Then Jhonny Peralta hit a ground ball, and it all came undone.
You're probably familiar with the play by now, but if you aren't or want a refresher, you can check the replay and follow my summary. The grounder went to Dustin Pedroia at second, who moved into the basepath intending to tag Martinez. Martinez held up, trying to avoid the tag long enough for Fielder to score and Peralta to get to first—but Fielder had stopped midway between third and home. Pedroia caught Martinez as he tried to dodge around on the infield grass, then threw to Jarrod Saltalamacchia at the plate. He ran down Fielder, who barely moved back toward third until the catcher got close, then made a dive that left him several feet short of the bag. Saltalamacchia tumbled over Fielder, making the tag for the double play.
It was a disaster play for the Tigers, though possibly not an absolute one given the four runs Boston would score in the seventh to snatch away the game. Despite Peralta alertly taking second on the rundown, Detroit got nothing more out of the inning. Fielder's base-running brain-lock seems inexplicable: of all the players in baseball, he is probably the last one you want hanging between bases, asking for a rundown.
Obviously he should have done something different. But what, and how much would it have helped?
I decided to take an analytical look at the question, using The Hardball Times' own Win Probability Inquirer. The WPI, in case you haven't used it yourself, can take a combination of bases, outs, inning, score, and run environment, and calculate the Win Probability for that state, as well as the change between that state and another one. I ran some Fielder-related scenarios through the algorithm.
To start, let's orient you with what did happen. The WPI says that before the rundown play, the Tigers had a 79.65 percent chance to win the game. After the double play, that had dropped to 64.61 percent, a drop of 15.02 percentage points. That's a big drop for a single play happening in the middle innings. (This assumes a run environment at Fenway Park of 4.5 runs per team per game. It was 4.56 during the regular season, and the WPI works in half-run increments.)
Fielder could have made two different choices: go all-out for home, or stay at third. We'll look at the aggressive play first.
The worst-case scenario there is that Pedroia still makes the play on Martinez, then throws home to cut Fielder down at the plate, while Peralta has to hold at first. This would drop Detroit's Win Expectancy by 16.28 percentage points. Should he get Martinez but Fielder beats the throw, putting the Tigers up 3-1 with one out, the WE drop is just 1.23 points. Pedroia's play would have to succeed at least 91.6 percent of the time to produce a better play for Boston than what did happen. Watch how long Martinez keeps away from Pedroia, and it won't seem that likely he could pull it off.

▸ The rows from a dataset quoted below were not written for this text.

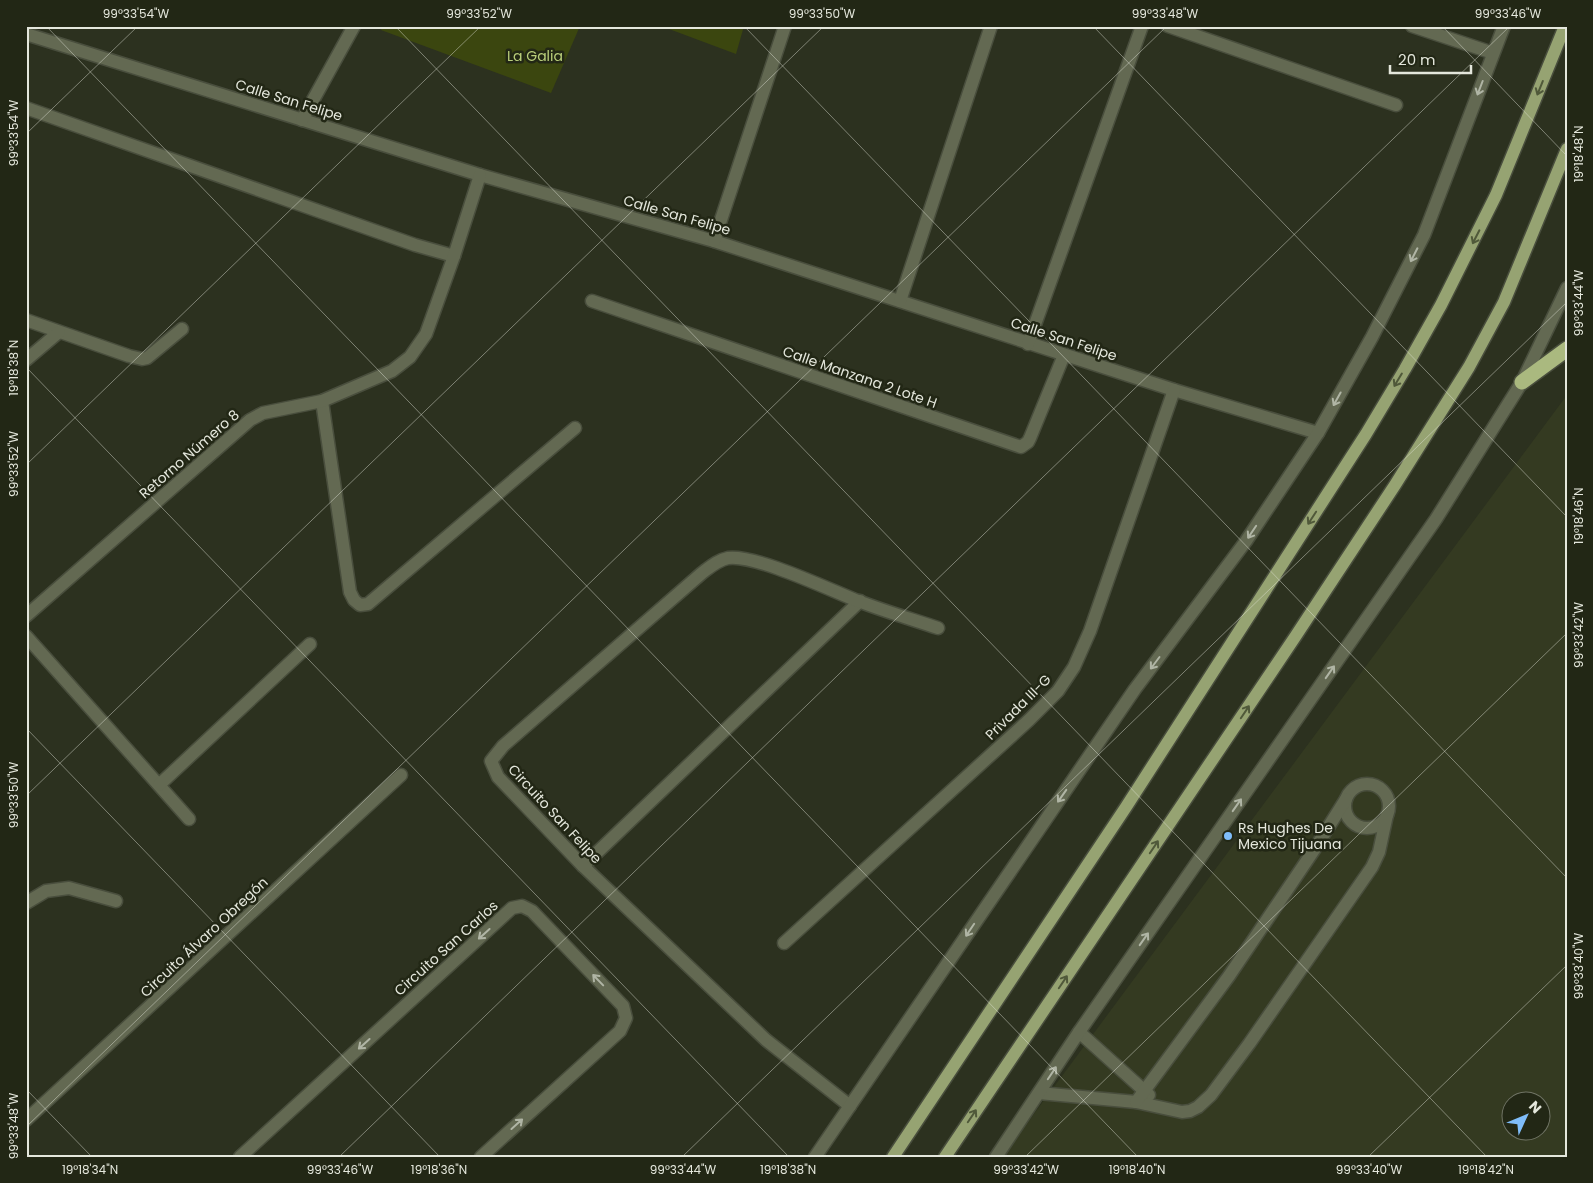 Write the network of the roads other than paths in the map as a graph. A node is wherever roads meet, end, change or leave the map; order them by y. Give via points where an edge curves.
1 (354, 26) edge
2 (785, 26) edge
3 (991, 26) edge
4 (1142, 26) edge
5 (1168, 26) edge
6 (1412, 26) edge
7 (1504, 26) edge
8 (1565, 26) edge
9 (26, 34) edge
10 (1493, 53) junction
11 (1396, 105) dead end
12 (26, 108) edge
13 (302, 120) junction
14 (1567, 150) edge
15 (480, 175) junction
16 (714, 241) junction
17 (454, 256) junction
18 (1567, 288) edge
19 (592, 301) dead end
20 (900, 301) junction
21 (26, 320) edge
22 (182, 329) dead end
23 (59, 332) junction
24 (1028, 344) junction
25 (1567, 349) edge
26 (1064, 355) junction
27 (26, 360) edge
28 (1522, 382) junction
29 (1174, 390) junction
30 (322, 401) junction
31 (575, 428) dead end
32 (1318, 433) junction
33 (860, 601) junction
34 (26, 616) edge
35 (938, 628) dead end
36 (26, 636) edge
37 (310, 644) dead end
38 (401, 775) dead end
39 (159, 785) junction
40 (1346, 799) junction
41 (1387, 815) junction
42 (189, 819) dead end
43 (583, 866) junction
44 (116, 901) dead end
45 (26, 903) edge
46 (784, 943) dead end
47 (1079, 1032) junction
48 (1144, 1090) junction
49 (1039, 1093) junction
50 (1136, 1102) junction
51 (850, 1106) junction
52 (1162, 1107) junction
53 (26, 1120) edge
54 (240, 1157) edge
55 (480, 1157) edge
56 (815, 1157) edge
57 (893, 1157) edge
58 (945, 1157) edge
59 (996, 1157) edge

1 - 13 street
2 - 16 street
3 - 20 street
4 - 24 street
5 - 11 street
6 - 10 street
7 - 10 street
8 -> 57 main road via 1496,195 1441,306 1400,377 1126,807
9 - 13 street, Calle San Felipe
10 -> 32 street via 1424,235 1372,338
12 - 17 street
13 - 15 street, Calle San Felipe
58 -> 14 main road via 1295,637 1469,367 1504,302
15 - 16 street, Calle San Felipe
15 - 17 street, Retorno Número 8
16 - 20 street, Calle San Felipe
17 - 30 street, Retorno Número 8 via 426,334 410,356 392,371
18 - 28 street
19 - 26 street, Calle Manzana 2 Lote H via 1021,447 1030,438
20 - 24 street, Calle San Felipe
21 - 23 street
22 - 23 street via 152,355 142,359
23 - 27 street
24 - 26 street, Calle San Felipe
25 - 28 highway
26 - 29 street, Calle San Felipe
47 -> 28 street via 1436,519
29 - 32 street, Calle San Felipe
29 - 46 street, Privada III-G via 1090,631 1074,667 1058,691
30 - 31 street via 350,592 360,606 368,604
30 - 34 street, Retorno Número 8 via 250,420
32 -> 51 street via 1246,541 1130,697
33 - 35 street
33 - 43 street
33 - 43 street, Circuito San Felipe via 768,565 729,558 717,562 503,746 491,761 498,777
36 - 39 street
37 - 39 street
38 - 53 street, Circuito Álvaro Obregón
39 - 42 street
40 - 41 street via 1348,818 1364,829 1382,823
40 - 41 street via 1357,786 1374,786 1387,798
40 - 48 street via 1229,976
41 - 52 street via 1379,852 1372,867 1210,1095 1190,1111
43 - 51 street, Circuito San Felipe via 766,1040
44 - 45 street via 69,888 46,891
47 - 48 street
49 -> 47 street
48 - 50 street
48 - 52 street
49 - 50 street
49 - 59 street
50 - 52 street
51 - 56 street
55 -> 54 street, Circuito San Carlos via 620,1031 626,1018 623,1006 532,911 522,906 512,908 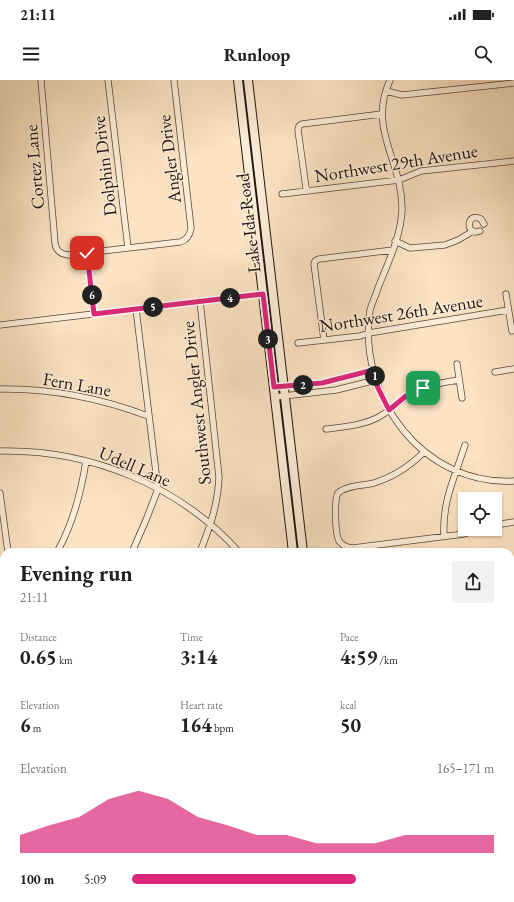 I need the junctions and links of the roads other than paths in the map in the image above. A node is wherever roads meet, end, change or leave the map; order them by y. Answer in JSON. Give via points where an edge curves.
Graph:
{"nodes":[{"id":1,"x":41,"y":80,"type":"edge"},
{"id":2,"x":108,"y":80,"type":"edge"},
{"id":3,"x":174,"y":80,"type":"edge"},
{"id":4,"x":238,"y":80,"type":"edge"},
{"id":5,"x":248,"y":80,"type":"edge"},
{"id":6,"x":390,"y":80,"type":"edge"},
{"id":7,"x":514,"y":83,"type":"edge"},
{"id":8,"x":386,"y":91,"type":"junction"},
{"id":9,"x":382,"y":114,"type":"junction"},
{"id":10,"x":514,"y":161,"type":"edge"},
{"id":11,"x":399,"y":180,"type":"junction"},
{"id":12,"x":309,"y":191,"type":"junction"},
{"id":13,"x":282,"y":194,"type":"dead end"},
{"id":14,"x":484,"y":224,"type":"dead end"},
{"id":15,"x":473,"y":231,"type":"junction"},
{"id":16,"x":480,"y":231,"type":"dead end"},
{"id":17,"x":396,"y":241,"type":"junction"},
{"id":18,"x":128,"y":248,"type":"junction"},
{"id":19,"x":393,"y":250,"type":"junction"},
{"id":20,"x":87,"y":253,"type":"junction"},
{"id":21,"x":263,"y":294,"type":"junction"},
{"id":22,"x":506,"y":294,"type":"dead end"},
{"id":23,"x":200,"y":302,"type":"junction"},
{"id":24,"x":136,"y":309,"type":"junction"},
{"id":25,"x":508,"y":310,"type":"junction"},
{"id":26,"x":94,"y":314,"type":"junction"},
{"id":27,"x":0,"y":325,"type":"edge"},
{"id":28,"x":512,"y":330,"type":"dead end"},
{"id":29,"x":368,"y":333,"type":"junction"},
{"id":30,"x":324,"y":340,"type":"junction"},
{"id":31,"x":298,"y":343,"type":"dead end"},
{"id":32,"x":457,"y":364,"type":"dead end"},
{"id":33,"x":514,"y":369,"type":"edge"},
{"id":34,"x":373,"y":370,"type":"junction"},
{"id":35,"x":495,"y":372,"type":"dead end"},
{"id":36,"x":376,"y":380,"type":"junction"},
{"id":37,"x":459,"y":380,"type":"junction"},
{"id":38,"x":283,"y":386,"type":"junction"},
{"id":39,"x":274,"y":387,"type":"junction"},
{"id":40,"x":0,"y":389,"type":"edge"},
{"id":41,"x":284,"y":396,"type":"junction"},
{"id":42,"x":275,"y":397,"type":"junction"},
{"id":43,"x":462,"y":398,"type":"dead end"},
{"id":44,"x":389,"y":410,"type":"junction"},
{"id":45,"x":148,"y":416,"type":"junction"},
{"id":46,"x":326,"y":428,"type":"dead end"},
{"id":47,"x":466,"y":445,"type":"dead end"},
{"id":48,"x":0,"y":451,"type":"edge"},
{"id":49,"x":424,"y":452,"type":"junction"},
{"id":50,"x":86,"y":461,"type":"junction"},
{"id":51,"x":456,"y":472,"type":"junction"},
{"id":52,"x":514,"y":481,"type":"edge"},
{"id":53,"x":158,"y":489,"type":"junction"},
{"id":54,"x":0,"y":493,"type":"edge"},
{"id":55,"x":514,"y":522,"type":"edge"},
{"id":56,"x":502,"y":524,"type":"edge"},
{"id":57,"x":210,"y":525,"type":"junction"},
{"id":58,"x":458,"y":535,"type":"edge"},
{"id":59,"x":444,"y":536,"type":"junction"},
{"id":60,"x":7,"y":548,"type":"edge"},
{"id":61,"x":59,"y":548,"type":"edge"},
{"id":62,"x":134,"y":548,"type":"edge"},
{"id":63,"x":201,"y":548,"type":"edge"},
{"id":64,"x":235,"y":548,"type":"edge"},
{"id":65,"x":293,"y":548,"type":"edge"},
{"id":66,"x":303,"y":548,"type":"edge"}],
"edges":[{"from":1,"to":20,"type":"street","name":"Cortez Lane","via":[[55,243],[64,255]]},
{"from":2,"to":18,"type":"street","name":"Dolphin Drive"},
{"from":3,"to":18,"type":"street","name":"Angler Drive","via":[[191,228],[189,236],[180,242]]},
{"from":4,"to":21,"type":"street","name":"Lake Ida Road"},
{"from":5,"to":38,"type":"street","name":"Lake Ida Road"},
{"from":6,"to":8,"type":"street"},
{"from":7,"to":8,"type":"street","via":[[402,95]]},
{"from":8,"to":9,"type":"street"},
{"from":9,"to":11,"type":"street","via":[[385,140]]},
{"from":9,"to":12,"type":"street","via":[[299,126],[306,188]]},
{"from":10,"to":11,"type":"street","name":"Northwest 29th Avenue","via":[[421,171]]},
{"from":11,"to":12,"type":"street","name":"Northwest 29th Avenue"},
{"from":11,"to":17,"type":"street","via":[[402,211]]},
{"from":12,"to":13,"type":"street","name":"Northwest 29th Avenue"},
{"from":14,"to":15,"type":"street","via":[[479,218],[473,218],[469,224]]},
{"from":15,"to":16,"type":"street"},
{"from":15,"to":17,"type":"street","via":[[445,245],[410,248]]},
{"from":17,"to":19,"type":"street"},
{"from":18,"to":20,"type":"street"},
{"from":19,"to":29,"type":"street","via":[[371,308]]},
{"from":19,"to":30,"type":"street","via":[[315,261]]},
{"from":20,"to":26,"type":"street"},
{"from":21,"to":23,"type":"street"},
{"from":21,"to":39,"type":"street","name":"Lake Ida Road"},
{"from":22,"to":25,"type":"street","name":"Northwest 26th Avenue"},
{"from":23,"to":24,"type":"street"},
{"from":23,"to":57,"type":"street","name":"Southwest Angler Drive","via":[[219,477],[216,506]]},
{"from":24,"to":26,"type":"street"},
{"from":24,"to":45,"type":"street"},
{"from":25,"to":28,"type":"street","name":"Northwest 26th Avenue"},
{"from":25,"to":29,"type":"street","name":"Northwest 26th Avenue"},
{"from":26,"to":27,"type":"street"},
{"from":29,"to":30,"type":"street","name":"Northwest 26th Avenue"},
{"from":29,"to":34,"type":"street"},
{"from":30,"to":31,"type":"street","name":"Northwest 26th Avenue"},
{"from":32,"to":37,"type":"street"},
{"from":33,"to":35,"type":"street"},
{"from":34,"to":36,"type":"street"},
{"from":34,"to":38,"type":"street","via":[[322,383]]},
{"from":36,"to":41,"type":"street","via":[[336,390]]},
{"from":36,"to":44,"type":"street"},
{"from":37,"to":43,"type":"street"},
{"from":37,"to":44,"type":"street","via":[[434,384],[416,391]]},
{"from":38,"to":39,"type":"street"},
{"from":38,"to":41,"type":"street","name":"Lake Ida Road"},
{"from":39,"to":42,"type":"street","name":"Lake Ida Road"},
{"from":40,"to":45,"type":"street","name":"Fern Lane","via":[[66,394],[108,402]]},
{"from":41,"to":42,"type":"street"},
{"from":41,"to":66,"type":"street","name":"Lake Ida Road"},
{"from":42,"to":65,"type":"street","name":"Lake Ida Road"},
{"from":44,"to":46,"type":"street","via":[[367,421]]},
{"from":44,"to":49,"type":"street"},
{"from":45,"to":53,"type":"street"},
{"from":47,"to":51,"type":"street"},
{"from":48,"to":50,"type":"street","name":"Udell Lane","via":[[39,453]]},
{"from":49,"to":51,"type":"street"},
{"from":49,"to":59,"type":"street","via":[[411,464],[388,478],[341,490],[335,502],[337,535],[343,545],[353,548]]},
{"from":50,"to":53,"type":"street","name":"Udell Lane","via":[[123,473]]},
{"from":50,"to":61,"type":"street","via":[[78,500]]},
{"from":51,"to":52,"type":"street","via":[[477,478]]},
{"from":51,"to":59,"type":"street","via":[[445,505]]},
{"from":53,"to":57,"type":"street","name":"Udell Lane","via":[[188,507]]},
{"from":53,"to":62,"type":"street"},
{"from":54,"to":60,"type":"street"},
{"from":55,"to":56,"type":"street"},
{"from":57,"to":63,"type":"street","name":"Southwest Angler Drive"},
{"from":57,"to":64,"type":"street","name":"Udell Lane"},
{"from":58,"to":59,"type":"street"}]}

Pedroia would have a couple other choices himself. He could forget the elusive Martinez and throw home to nail Fielder, or he could pivot and start a very probable double play. The play at home would drop Detroit's WE by 9.48 points; the double play, by 4.25 points. (This hints that Boston should have been playing in, but that is a much more complex question, one I'll dodge.) Assuming the DP comes off all the time, and that runners don't take extra bases on any rundown that occurs this time, Pedroia would have to throw Fielder out at least 63.7 percent of the time to make coming home the better play. It's pretty obvious from the video that that's the better option.
Pedroia could instead go for the best of both worlds: tag Martinez, then throw to get Fielder coming home. To be better than taking an automatic 4-6-3 double play, this would have to work at least 20.1 percent of the time. Martinez used up vital time dodging Pedroia, around a second and a half. (Time index 0:34 on the video link above.) Fielder got a good distance down the line before holding up while Martinez and Pedroia were still dancing. Had he kept going, he probably scores. At best it's close at home, with the distinct chance that Fielder could jar the ball loose while knocking Saltalamacchia into his own dugout.
No matter what happens as Fielder is coming home, Detroit stands to lose Win Expectancy barring some unlikely defensive misplay. Should Fielder just have hugged third base?
No. Fielder staying at third while Pedroia starts the double play lowers Detroit's WE by 14.50 points, while if Pedroia can only get the force it falls an even six points. Boston would have to turn the two just 40.9 percent of the time to reach break-even against Fielder getting thrown out at home. That DP should easily be 90 percent sure or more, so it's a bigger error for Fielder to stay where he is.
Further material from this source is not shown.